The wind through the trees speaks to me, each leaf part of a collective voice, each a palm, each a map of sorts to a larger world. These living beings know what to do, know what freedom means. Seeds travel on breezes and in the mouths and bellies of birds. Trees put roots down in fertile soil. Geese and butterflies migrate legions of miles. Seas intermingle. Grasses cross natural, manufactured and imagined divides. Rivers breach levies. Clouds rain down quenching all creatures. Nature knows no boundaries. Why should we?

After Calvin's unexpected grand mal at dinner time Saturday night, after we wiped a stream of blood running down out of his mouth, I sat on a stool next to his bed and watched him breathe. I pondering the state of the nation we're in, where blood is shed in massacres which are happening with increasing frequency. Studying my boy's maturing face, I recalled what Frank Borman, Apollo 8 astronaut, said when feasting his eyes on blue Mother Earth from space:

When you're finally up at the moon looking back on earth, all those differences and nationalistic traits are pretty well going to blend, and you're going to get a concept that maybe this really is one world and why the hell can't we learn to live together like decent people.

—Frank Borman, Apollo 8, December 1968

And then, while bitterly lamenting racist despots and White supremacists and the atrocities they commit, I reflected on what the seventeenth-century Dutch physicist, mathematician and astronomer said:

How vast those Orbs must be, and how inconsiderable this Earth, the Theatre upon which all our mighty Designs, all our Navigations, and all our Wars are transacted, is when compared to them. A very fit consideration, and matter of Reflection, for those Kings and Princes who sacrifice the Lives of so many People, only to flatter their Ambition in being Masters of some pitiful corner of this small Spot.

—Christiaan Huygens, The Immense Distance Between the Sun and the Planets, 1698


And yet, on this small spot of glorious planet we share with nature and the rest of humanity, we have an epidemic of Right Wing, White Supremacist terrorism. It's motivated by the erroneous, bigoted and dangerous notion that ours is a White, Christian nation, and inspired by a reckless president bent on maligning People of Color meant  to rile up his base, pitching one struggling human against another while he tweets indignities from his gilded toilet seat.

I think of how these hateful people speak of and treat others who are their mirror image, save what's in their hearts and the pigment in their skin. I hear and read deplorable rhetoric about refugees spewing from fanatical mouths, words like "alien," "animal," "thug," "infestation"—no way to describe decent, loving, striving human beings. Where has our collective humanity gone? It is being poisoned by a fearmonging "leader," a tyrant, liar and thief who preys upon the ignorance and anxiety of people who feel they need someone else to blame.


How foolish to believe that anyone on this hunk of land, one which was stolen from its natives in a heinous genocide, can somehow feel entitled to decide who has the right to call it home.
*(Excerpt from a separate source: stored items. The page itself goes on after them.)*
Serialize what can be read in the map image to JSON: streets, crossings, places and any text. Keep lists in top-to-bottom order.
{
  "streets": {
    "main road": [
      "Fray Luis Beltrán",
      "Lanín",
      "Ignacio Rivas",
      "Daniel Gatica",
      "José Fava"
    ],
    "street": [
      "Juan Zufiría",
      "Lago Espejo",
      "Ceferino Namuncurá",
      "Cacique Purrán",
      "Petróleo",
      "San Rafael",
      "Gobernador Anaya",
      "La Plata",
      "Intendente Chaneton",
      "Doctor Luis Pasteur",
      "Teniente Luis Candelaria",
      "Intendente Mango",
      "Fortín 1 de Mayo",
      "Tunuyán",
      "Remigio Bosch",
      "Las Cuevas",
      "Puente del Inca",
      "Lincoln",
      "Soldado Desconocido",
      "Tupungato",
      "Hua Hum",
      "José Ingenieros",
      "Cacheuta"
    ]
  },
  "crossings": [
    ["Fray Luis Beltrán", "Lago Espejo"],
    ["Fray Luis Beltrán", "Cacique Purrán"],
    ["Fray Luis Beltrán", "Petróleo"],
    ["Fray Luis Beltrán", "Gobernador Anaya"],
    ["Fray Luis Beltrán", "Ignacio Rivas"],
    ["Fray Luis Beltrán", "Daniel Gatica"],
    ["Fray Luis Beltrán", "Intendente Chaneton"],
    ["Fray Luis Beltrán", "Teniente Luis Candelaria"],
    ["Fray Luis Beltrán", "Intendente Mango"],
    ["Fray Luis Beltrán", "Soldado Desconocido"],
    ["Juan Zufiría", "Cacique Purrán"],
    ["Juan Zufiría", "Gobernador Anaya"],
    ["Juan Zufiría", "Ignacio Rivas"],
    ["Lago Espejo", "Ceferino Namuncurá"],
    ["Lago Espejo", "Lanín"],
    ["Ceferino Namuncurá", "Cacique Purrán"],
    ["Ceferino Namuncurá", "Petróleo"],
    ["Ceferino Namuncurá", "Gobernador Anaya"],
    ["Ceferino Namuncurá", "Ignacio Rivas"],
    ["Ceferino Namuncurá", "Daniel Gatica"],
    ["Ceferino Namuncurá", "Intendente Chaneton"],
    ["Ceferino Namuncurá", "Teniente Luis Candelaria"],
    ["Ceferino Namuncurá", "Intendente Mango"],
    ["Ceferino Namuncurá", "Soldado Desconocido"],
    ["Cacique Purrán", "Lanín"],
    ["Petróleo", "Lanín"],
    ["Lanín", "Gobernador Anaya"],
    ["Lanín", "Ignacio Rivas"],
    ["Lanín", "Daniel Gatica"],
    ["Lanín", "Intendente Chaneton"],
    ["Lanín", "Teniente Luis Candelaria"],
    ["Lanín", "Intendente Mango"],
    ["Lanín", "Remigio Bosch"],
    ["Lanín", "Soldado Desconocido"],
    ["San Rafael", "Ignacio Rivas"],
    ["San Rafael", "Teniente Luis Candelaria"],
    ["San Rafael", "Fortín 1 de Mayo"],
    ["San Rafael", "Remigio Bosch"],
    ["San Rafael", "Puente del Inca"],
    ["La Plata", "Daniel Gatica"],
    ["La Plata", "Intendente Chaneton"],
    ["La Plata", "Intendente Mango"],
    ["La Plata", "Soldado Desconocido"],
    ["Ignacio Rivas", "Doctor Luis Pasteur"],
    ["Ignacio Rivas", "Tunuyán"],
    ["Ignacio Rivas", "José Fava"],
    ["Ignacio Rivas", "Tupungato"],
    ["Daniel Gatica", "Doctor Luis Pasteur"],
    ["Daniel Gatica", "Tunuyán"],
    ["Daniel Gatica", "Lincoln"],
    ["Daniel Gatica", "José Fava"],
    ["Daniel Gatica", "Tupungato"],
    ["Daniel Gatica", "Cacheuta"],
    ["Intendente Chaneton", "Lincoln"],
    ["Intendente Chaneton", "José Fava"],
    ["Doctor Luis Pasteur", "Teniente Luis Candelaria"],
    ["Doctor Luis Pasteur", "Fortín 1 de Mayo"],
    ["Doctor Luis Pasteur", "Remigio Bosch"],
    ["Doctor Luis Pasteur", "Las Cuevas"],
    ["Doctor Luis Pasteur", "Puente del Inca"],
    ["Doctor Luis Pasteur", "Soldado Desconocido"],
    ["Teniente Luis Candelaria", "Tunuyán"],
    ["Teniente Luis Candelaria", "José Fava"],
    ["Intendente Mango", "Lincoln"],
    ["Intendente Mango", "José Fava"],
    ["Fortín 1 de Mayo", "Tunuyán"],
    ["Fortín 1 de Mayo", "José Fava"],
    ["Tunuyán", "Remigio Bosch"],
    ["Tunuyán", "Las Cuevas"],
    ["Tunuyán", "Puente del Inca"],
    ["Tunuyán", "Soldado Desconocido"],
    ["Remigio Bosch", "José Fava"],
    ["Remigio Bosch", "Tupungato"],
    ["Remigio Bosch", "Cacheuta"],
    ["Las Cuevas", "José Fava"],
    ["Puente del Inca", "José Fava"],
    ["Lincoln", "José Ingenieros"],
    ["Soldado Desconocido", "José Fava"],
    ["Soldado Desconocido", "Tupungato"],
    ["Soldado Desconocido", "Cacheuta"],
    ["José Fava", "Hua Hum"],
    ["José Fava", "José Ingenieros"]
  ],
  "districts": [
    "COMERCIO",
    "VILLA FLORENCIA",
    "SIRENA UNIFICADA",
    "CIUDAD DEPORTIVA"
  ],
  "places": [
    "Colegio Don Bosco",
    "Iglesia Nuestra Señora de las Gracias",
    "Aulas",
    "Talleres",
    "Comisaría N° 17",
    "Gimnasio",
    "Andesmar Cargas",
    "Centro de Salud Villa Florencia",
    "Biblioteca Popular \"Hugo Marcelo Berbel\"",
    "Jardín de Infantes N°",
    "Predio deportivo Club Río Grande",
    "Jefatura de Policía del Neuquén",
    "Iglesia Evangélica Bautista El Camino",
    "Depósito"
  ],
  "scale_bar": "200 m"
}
Yesterday, I watched a video of a Black American with long dreadlocks being harassed by a White police officer in the front yard of his own home. It was a case of mistaken identity. Watching and listening, I heard the anger in the man's voice and the fear in his wife's. History has proven that any false move by the Black man could've resulted in the cop gunning him down. I've seen so many of these kinds of videos I've lost count—White cops shooting decent Black people. White cops and civilians harassing Black men in cars. Black men on sidewalks. Black men picking up garbage outside of their apartment building. Black boys playing in parks. Black men, women and children going to church, having a bbq, entering their own homes, walking across their college campus, sleeping in their dorm’s common room, waiting for a subway, mowing their lawn, entering their apartment building, going home from a pool party, driving to work, crossing a street, waiting for a friend in a Starbuck’s, shopping at Walmart, walking home.

And if you haven't read or seen James Baldwin's, If Beale Street Could Talk, you should; in its words and scenes, you will feel the terror of decent Back people.

These White Nationalist racists have launched an assault on the rest of America, on decent people's freedom to move and to safely exist in our personal and public spaces. They are driven by the fear of being replaced by people who've born the brunt of centuries of White state-sanctioned slavery, family separation, rape, forced labor, harassment, racial profiling, police violence, arrest, incarceration, exploitation, discrimination, marginalization, segregation, disenfranchisement, and demonization.

But as sure as the trees speak to me through the whisper of wind, as sure as the tides flow and recede, the world is evolving, its natural and imagined borders forever changing. Its people put down roots where the ground is most forgiving. We cross divides in search of liberty. We intermingle like the seas. We suffer and triumph and love and bleed the same. Each of us is a leaf on the same tree. We have room enough to shelter one another, and to let each other breathe.